## Your instructions
Each line at or after the one containing "Please list the" should be transcribed exactly, up to and including the final line of the data.

## Entries supplied
_____
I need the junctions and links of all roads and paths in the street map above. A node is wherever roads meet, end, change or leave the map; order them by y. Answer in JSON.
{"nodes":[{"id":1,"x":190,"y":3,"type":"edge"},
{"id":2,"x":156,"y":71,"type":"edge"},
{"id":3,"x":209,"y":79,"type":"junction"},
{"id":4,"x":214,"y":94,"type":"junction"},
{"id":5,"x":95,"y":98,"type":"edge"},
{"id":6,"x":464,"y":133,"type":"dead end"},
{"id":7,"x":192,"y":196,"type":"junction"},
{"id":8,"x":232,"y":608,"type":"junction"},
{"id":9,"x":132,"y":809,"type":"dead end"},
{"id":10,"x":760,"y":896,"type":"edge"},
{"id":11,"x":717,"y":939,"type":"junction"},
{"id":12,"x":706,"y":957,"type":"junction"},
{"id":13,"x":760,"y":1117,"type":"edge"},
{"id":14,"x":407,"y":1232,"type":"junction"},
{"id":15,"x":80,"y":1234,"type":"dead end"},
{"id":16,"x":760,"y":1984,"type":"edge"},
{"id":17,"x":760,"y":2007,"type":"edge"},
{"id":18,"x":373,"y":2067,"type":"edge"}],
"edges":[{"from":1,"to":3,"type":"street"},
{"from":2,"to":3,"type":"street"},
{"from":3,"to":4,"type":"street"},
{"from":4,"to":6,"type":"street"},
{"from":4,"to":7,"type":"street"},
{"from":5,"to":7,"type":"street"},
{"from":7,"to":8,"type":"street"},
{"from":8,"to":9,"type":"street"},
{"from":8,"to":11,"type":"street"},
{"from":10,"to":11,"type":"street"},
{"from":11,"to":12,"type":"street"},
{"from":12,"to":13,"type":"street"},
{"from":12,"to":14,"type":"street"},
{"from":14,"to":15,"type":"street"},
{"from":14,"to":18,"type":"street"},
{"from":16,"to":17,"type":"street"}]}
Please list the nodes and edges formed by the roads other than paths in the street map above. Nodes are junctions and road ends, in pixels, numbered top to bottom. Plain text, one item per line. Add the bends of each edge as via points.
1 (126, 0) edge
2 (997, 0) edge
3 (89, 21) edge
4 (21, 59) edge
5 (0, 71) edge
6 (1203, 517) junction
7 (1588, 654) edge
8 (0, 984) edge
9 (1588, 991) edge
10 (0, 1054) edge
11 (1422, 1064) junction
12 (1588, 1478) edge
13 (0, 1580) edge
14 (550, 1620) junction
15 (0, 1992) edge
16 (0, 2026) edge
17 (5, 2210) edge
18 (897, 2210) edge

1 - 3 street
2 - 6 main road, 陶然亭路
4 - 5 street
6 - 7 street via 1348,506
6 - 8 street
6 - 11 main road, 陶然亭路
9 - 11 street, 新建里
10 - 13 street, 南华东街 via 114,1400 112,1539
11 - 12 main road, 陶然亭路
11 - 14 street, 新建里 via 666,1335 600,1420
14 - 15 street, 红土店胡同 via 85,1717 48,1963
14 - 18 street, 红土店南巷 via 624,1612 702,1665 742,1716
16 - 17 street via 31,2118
_____
## Answer to the exercise
Please list the nodes and edges formed by the roads other than paths in the street map above. Nodes are junctions and road ends, in pixels, numbered top to bottom. Plain text, one item per line. Add the bends of each edge as via points.
1 (126, 0) edge
2 (997, 0) edge
3 (89, 21) edge
4 (21, 59) edge
5 (0, 71) edge
6 (1203, 517) junction
7 (1588, 654) edge
8 (0, 984) edge
9 (1588, 991) edge
10 (0, 1054) edge
11 (1422, 1064) junction
12 (1588, 1478) edge
13 (0, 1580) edge
14 (550, 1620) junction
15 (0, 1992) edge
16 (0, 2026) edge
17 (5, 2210) edge
18 (897, 2210) edge

1 - 3 street
2 - 6 main road, 陶然亭路
4 - 5 street
6 - 7 street via 1348,506
6 - 8 street
6 - 11 main road, 陶然亭路
9 - 11 street, 新建里
10 - 13 street, 南华东街 via 114,1400 112,1539
11 - 12 main road, 陶然亭路
11 - 14 street, 新建里 via 666,1335 600,1420
14 - 15 street, 红土店胡同 via 85,1717 48,1963
14 - 18 street, 红土店南巷 via 624,1612 702,1665 742,1716
16 - 17 street via 31,2118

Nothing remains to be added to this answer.